Uruguay: la hora de ser el “puerto seguro” del talento latinoamericano
Daniel Iriarte Director Asociado de Glue Executive Search
Daniel Iriarte Director Asociado de Glue Executive Search
Nos encontramos en un momento en el que casi todos los talentos — especialmente el talento tech y en la mayoría de los casos los ejecutivos— pueden vivir y trabajar desde casi cualquier rincón del mundo. En esta situación, Uruguay tiene una oportunidad única para consolidarse como un hub regional de profesionales calificados.
Gracias a su estabilidad política, su calidad de vida superior a la media latinoamericana y un ecosistema tecnológico en crecimiento, el país dispone de muchos de los cimientos que podrían ayudar y atraer al talento extranjero pero también enriquecer la vida de los locales. No obstante, para dar el salto de un buen destino a un polo de atracción global, son necesarias políticas activas.
El objetivo es adaptar con inteligencia los modelos que fueron exitosos en otros países como Estonia o Portugal. El primero construyó una marca-país digital basada en su programa de e-Residency. Cualquier persona en el mundo puede registrar una empresa en Estonia, firmar contratos digitalmente y operar desde cualquier lugar.
Su sistema impositivo contempla que los beneficios corporativos se distribuyan como dividendos cuando se obtienen. Si la empresa no realiza distribuciones, se pueden reinvertir las ganancias y no pagar el impuesto de sociedades hasta que se distribuyan. Este aspecto suele ser especialmente atractivo para emprendimientos.
Canadá, por su parte, lanzó en 2023 la Tech Talent Strategy una estrategia tecnológica que mantiene vigentes sus principales vías para atraer talento global. Así, ofrece permisos de trabajo simplificados para perfiles altamente calificados, facilidades para nómades digitales y la reapertura del programa H-1B para profesionales que ya trabajaban en Estados Unidos.
Aunque algunas convocatorias alcanzaron su cupo, la estructura general del plan sigue activa y apunta a posicionar al país como un polo competitivo para la innovación, reforzando la llegada de talento STEM y alentando la creación de startups en sectores estratégicos.
Estos modelos permiten pensar en aspectos claves en el mercado uruguayo:
Con las políticas adecuadas, podría posicionarse como el puerto seguro para el talento latinoamericano y global de alto nivel. Si el país aprovecha esta ventana para construir un régimen fiscal, migratorio y regulatorio inteligente y moderno, podría consolidarse como un hub de referencia para profesionales tech en América Latina. Todo ello sin perder su identidad ni sus valores, pero con una visión ambiciosa para el siglo XXI.

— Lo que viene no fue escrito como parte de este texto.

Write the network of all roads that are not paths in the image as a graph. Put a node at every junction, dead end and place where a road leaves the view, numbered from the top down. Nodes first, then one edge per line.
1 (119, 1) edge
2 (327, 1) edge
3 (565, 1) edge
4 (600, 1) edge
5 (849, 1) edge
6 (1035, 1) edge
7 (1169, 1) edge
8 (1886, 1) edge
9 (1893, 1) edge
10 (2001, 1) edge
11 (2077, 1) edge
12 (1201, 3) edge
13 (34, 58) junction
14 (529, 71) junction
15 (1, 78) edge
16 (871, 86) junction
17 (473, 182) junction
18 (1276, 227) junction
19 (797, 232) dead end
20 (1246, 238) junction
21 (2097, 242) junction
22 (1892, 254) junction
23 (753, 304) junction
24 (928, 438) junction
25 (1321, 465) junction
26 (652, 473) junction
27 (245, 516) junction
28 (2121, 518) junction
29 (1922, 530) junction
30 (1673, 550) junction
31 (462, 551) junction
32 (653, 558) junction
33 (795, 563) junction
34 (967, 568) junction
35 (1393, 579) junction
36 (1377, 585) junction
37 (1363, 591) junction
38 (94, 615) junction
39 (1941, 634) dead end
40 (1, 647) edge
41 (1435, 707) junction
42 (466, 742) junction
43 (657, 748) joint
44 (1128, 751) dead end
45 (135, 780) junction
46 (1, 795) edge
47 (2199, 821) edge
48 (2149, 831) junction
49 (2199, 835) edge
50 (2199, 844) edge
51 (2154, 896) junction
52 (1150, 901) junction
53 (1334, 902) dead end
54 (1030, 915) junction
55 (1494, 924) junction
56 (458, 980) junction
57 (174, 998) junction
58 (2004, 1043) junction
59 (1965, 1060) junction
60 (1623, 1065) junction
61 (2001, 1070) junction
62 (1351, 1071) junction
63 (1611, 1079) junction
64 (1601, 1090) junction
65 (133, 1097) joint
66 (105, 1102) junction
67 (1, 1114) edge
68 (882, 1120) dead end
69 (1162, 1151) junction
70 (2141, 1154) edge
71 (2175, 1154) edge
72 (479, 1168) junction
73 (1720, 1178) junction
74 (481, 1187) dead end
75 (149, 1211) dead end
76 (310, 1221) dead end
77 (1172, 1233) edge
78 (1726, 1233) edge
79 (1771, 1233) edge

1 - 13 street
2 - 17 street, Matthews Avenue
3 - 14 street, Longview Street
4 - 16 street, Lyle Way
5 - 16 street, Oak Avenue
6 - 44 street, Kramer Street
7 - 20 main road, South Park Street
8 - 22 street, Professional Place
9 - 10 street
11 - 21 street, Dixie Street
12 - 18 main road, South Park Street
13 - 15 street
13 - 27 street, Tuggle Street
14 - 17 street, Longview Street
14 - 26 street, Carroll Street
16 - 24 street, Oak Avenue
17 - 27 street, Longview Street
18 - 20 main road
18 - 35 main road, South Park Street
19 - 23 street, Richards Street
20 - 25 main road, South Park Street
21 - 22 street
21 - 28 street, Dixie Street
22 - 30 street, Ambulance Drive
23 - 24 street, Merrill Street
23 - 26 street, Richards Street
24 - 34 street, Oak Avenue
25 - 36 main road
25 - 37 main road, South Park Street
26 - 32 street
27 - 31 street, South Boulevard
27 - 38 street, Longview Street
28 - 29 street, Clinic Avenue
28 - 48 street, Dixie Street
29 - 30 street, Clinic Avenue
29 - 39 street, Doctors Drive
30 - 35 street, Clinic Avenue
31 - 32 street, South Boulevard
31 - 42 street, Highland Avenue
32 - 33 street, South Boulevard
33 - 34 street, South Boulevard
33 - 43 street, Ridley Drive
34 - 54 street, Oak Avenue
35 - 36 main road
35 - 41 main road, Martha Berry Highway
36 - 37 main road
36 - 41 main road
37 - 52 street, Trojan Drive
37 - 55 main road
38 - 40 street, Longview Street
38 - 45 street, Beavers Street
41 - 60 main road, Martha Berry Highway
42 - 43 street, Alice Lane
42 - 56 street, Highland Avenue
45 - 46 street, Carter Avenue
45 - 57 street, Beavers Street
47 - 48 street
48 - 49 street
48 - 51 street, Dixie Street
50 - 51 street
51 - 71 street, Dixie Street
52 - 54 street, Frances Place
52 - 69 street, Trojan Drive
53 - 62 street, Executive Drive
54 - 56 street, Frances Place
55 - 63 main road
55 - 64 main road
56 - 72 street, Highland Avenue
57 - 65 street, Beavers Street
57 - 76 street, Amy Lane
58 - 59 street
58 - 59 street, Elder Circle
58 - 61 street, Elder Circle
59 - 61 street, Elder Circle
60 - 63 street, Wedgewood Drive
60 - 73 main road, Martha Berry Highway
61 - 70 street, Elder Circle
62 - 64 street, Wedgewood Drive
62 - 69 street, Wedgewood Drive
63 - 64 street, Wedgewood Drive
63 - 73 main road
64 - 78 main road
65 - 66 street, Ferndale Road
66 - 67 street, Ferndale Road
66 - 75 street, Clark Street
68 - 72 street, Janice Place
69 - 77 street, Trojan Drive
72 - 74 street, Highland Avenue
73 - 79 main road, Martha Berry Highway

En un mundo donde la competencia por el talento ya no se da entre empresas sino entre países, Uruguay tiene la posibilidad de jugar un partido distinto: no el de ser el que más subsidia, ni el que más desregula, sino el que mejor diseña. El que construye un marco simple, previsible y humano que permita que profesionales de alto nivel encuentren estabilidad sin resignar ambición, y que los uruguayos se conecten con redes globales sin perder su arraigo.
Convertirse en un hub de talento no es solo atraer personas: es generar las condiciones para que surjan nuevas industrias, nuevas comunidades y nuevas ideas. Es decidir que el futuro no se espera, se diseña. Y Uruguay —por escala, institucionalidad y cultura— está en una posición única para hacerlo si se anima a dar el próximo paso.